NVIDIA GTX 1080 (at both 1080p and 2160p)
AMD Radeon RX 6700 XT (at 1080p–thanks to Zoey for the stats!)
NVIDIA GTX 1060 (thermally constrained laptop, 1080p only)
Intel UHD 620 (same thermally constrained laptop)

All statistics collected with 8x8 light tiles.

To make things easier to read, I’ve reproduced the most important GPU times below. All times are in milliseconds:

Measurement	(A) GTX 1080 3840x2160	(B) GTX 1080 1920x1080	(C) RX 6700 XT 1920x1080	(D) GTX 1060 1920x1080	(E) UHD 620 1920x1080
FillLightLinkedList	0.38	0.10	0.17	0.23	1.05
OpaquePass	8.77	2.71	4.18	7.57	25.93
ParticleRender	2.06	0.64	1.19	1.80	7.43

It’s hard to put a ton of stock in the absolute numbers here without something to compare to, but nothing here is too surprising and I’m pretty happy overall.

The GTX 1080 results for 2160p (A) are roughly 4x the results from 1080p on the same system (B), which is what you’d expect at quadruple the number of pixels.

The more modest GTX 1060 (D) performs sensibly as well, on par with the GTX 1080 @ 2160p (A).

I was a little surprised by the RX 6700 XT (C). It did fine, but I expected to see it do better considering it’s 5 years newer than the NVIDIA cards. A casual perusal of benchmarks seems to agree that the RX 6700 XT should probably have beaten a GTX 1080, so this is probably worth looking into.

The Intel UHD 620 (E) performs poorly. It’s an anemic iGPU in an already somewhat constrained i7-8650U, so this doesn’t come as much of a surprise. It does OK at filling out the light linked list, but less so at actually rendering. More work is necessary to determine exactly why this is, whether it’s due to the PBR lighting calculations or the actual light linked list traversal.

As a bit of an aside, it’s interesting to see the high present time of nearly 4 ms for the GTX 1060 (D). This GPU lives across a PCIe 3.0 x4 bus and relies on the Intel GPU to present its output and it shows.

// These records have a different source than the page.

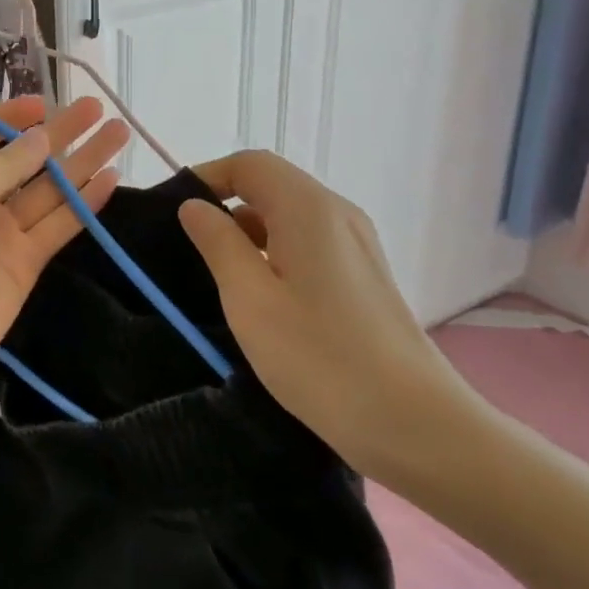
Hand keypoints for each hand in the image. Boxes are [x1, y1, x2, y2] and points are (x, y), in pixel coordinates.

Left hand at [0, 96, 128, 391]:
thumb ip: (7, 162)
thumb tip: (42, 137)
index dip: (10, 117)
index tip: (46, 103)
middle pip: (21, 158)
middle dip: (57, 133)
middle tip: (95, 108)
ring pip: (47, 190)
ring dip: (81, 163)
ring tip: (117, 133)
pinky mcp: (24, 261)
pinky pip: (57, 225)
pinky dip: (83, 204)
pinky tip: (110, 178)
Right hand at [176, 150, 489, 485]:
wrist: (415, 425)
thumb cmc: (320, 358)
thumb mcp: (249, 299)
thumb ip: (217, 243)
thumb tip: (195, 206)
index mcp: (309, 208)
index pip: (249, 164)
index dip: (207, 176)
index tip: (173, 211)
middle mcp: (338, 213)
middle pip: (271, 185)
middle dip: (225, 204)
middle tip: (188, 244)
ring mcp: (357, 244)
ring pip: (289, 215)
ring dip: (249, 230)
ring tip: (217, 273)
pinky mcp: (364, 274)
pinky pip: (309, 242)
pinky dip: (275, 251)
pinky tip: (261, 294)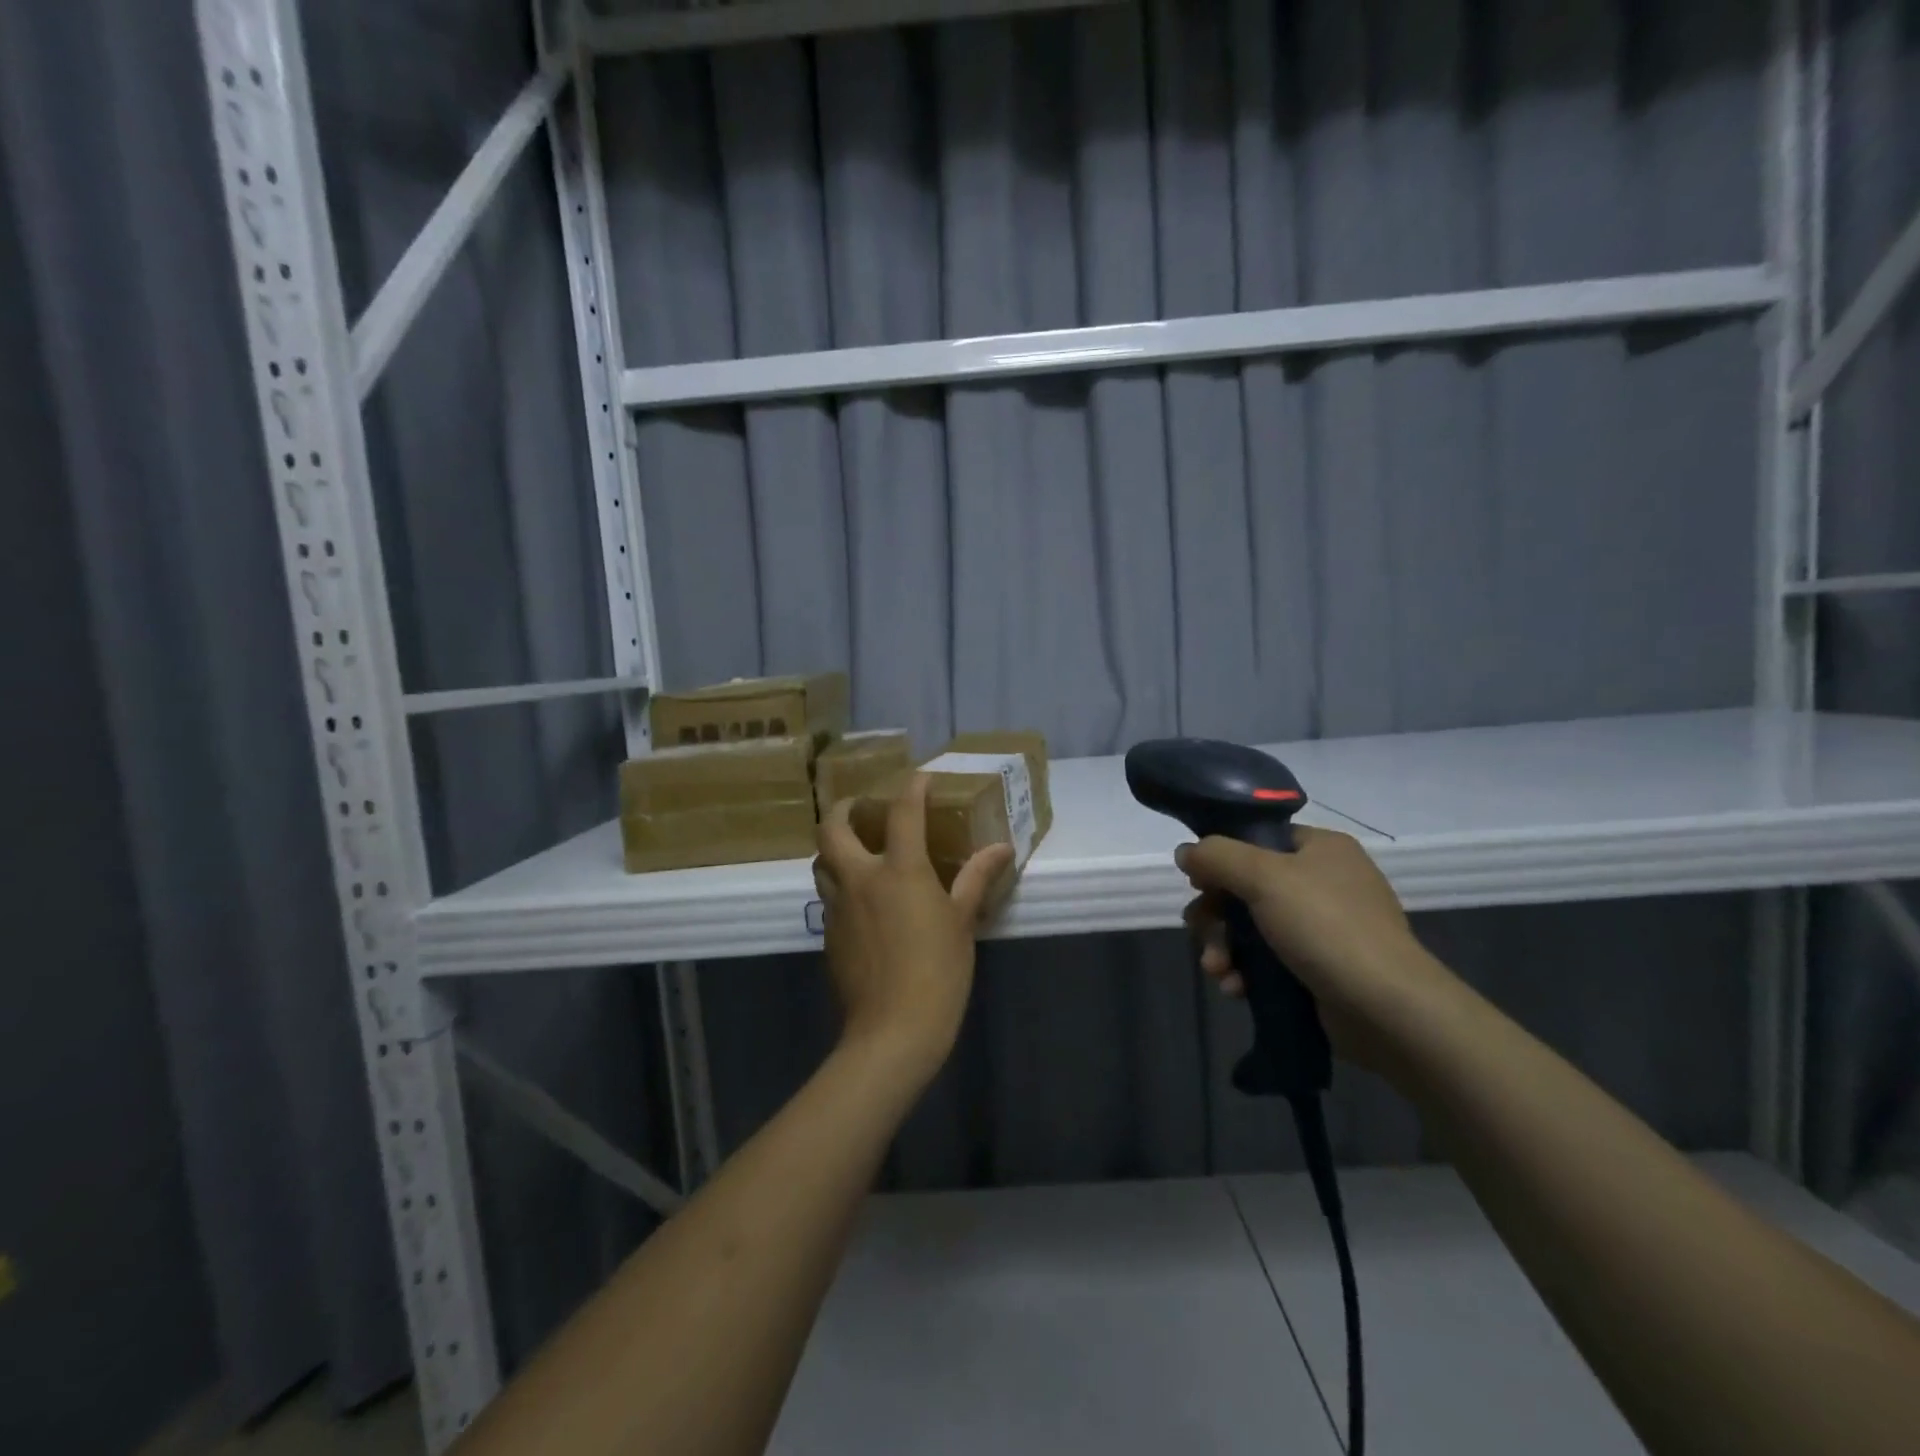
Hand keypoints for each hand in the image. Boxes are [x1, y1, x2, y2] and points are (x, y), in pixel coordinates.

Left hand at [813, 774, 1013, 1080]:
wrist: (892, 1031)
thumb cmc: (938, 972)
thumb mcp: (962, 922)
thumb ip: (976, 879)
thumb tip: (1002, 848)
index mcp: (899, 871)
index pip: (903, 813)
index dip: (912, 788)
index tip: (921, 778)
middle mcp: (860, 879)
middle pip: (832, 828)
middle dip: (843, 808)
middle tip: (861, 807)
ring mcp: (838, 907)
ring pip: (821, 861)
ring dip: (834, 846)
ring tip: (857, 849)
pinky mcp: (828, 934)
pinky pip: (827, 895)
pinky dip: (839, 883)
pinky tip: (862, 900)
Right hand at [1177, 827, 1454, 1068]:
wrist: (1387, 1010)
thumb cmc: (1326, 927)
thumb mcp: (1264, 877)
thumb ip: (1217, 856)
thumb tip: (1186, 853)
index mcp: (1320, 849)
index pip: (1258, 839)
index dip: (1222, 859)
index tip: (1199, 884)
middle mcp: (1324, 882)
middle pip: (1246, 887)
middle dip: (1216, 916)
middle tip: (1200, 933)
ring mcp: (1324, 928)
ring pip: (1251, 927)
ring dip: (1224, 947)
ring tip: (1218, 971)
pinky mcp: (1320, 969)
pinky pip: (1268, 960)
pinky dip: (1246, 972)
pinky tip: (1236, 989)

Out of curiosity, I also created a worst case scenario scene which has 256 full-screen lights.

(I’ll save your eyeballs from being subjected to what that looked like.)

Nothing too surprising here, the worst case is indeed pretty bad. This is the equivalent of an old-school forward pipeline looping through all 256 lights…except it’s through a linked list instead of a constant buffer.

It is mildly interesting to see though just how little the light fill step takes even under these conditions.

In the future I would like to go more in-depth with performance analysis. In particular it’d be interesting to know how much of the cost in the opaque/particle passes is coming from the list traversal and how much is coming from PBR lighting calculations. I’d also be interested in testing some other older GPUs, and maybe figuring out what exactly is tripping up the Intel GPU.

Everything else

One of the benefits of LvLLL is that it works well with transparent materials. To demonstrate this in ThreeL, I implemented a compute-based particle system to create a plume of smoke.

Here’s a better view of the smoke plume intersecting with a handful of lights:

As you can see, the various lights near the smoke transmit and scatter within it just as you’d expect. It’s using the same light lists as all the opaque objects.

This screenshot also shows the little particle editor included with ThreeL. It’s not the most flexible particle system in the world, but it’s fun to play with!

Thanks for taking some time to read about ThreeL!

Download

Screenshots

A screenshot from the lower floor along with performance statistics

A birds-eye view showing many of the lights scattered about the scene
(The size of the sprite indicates the range of the light)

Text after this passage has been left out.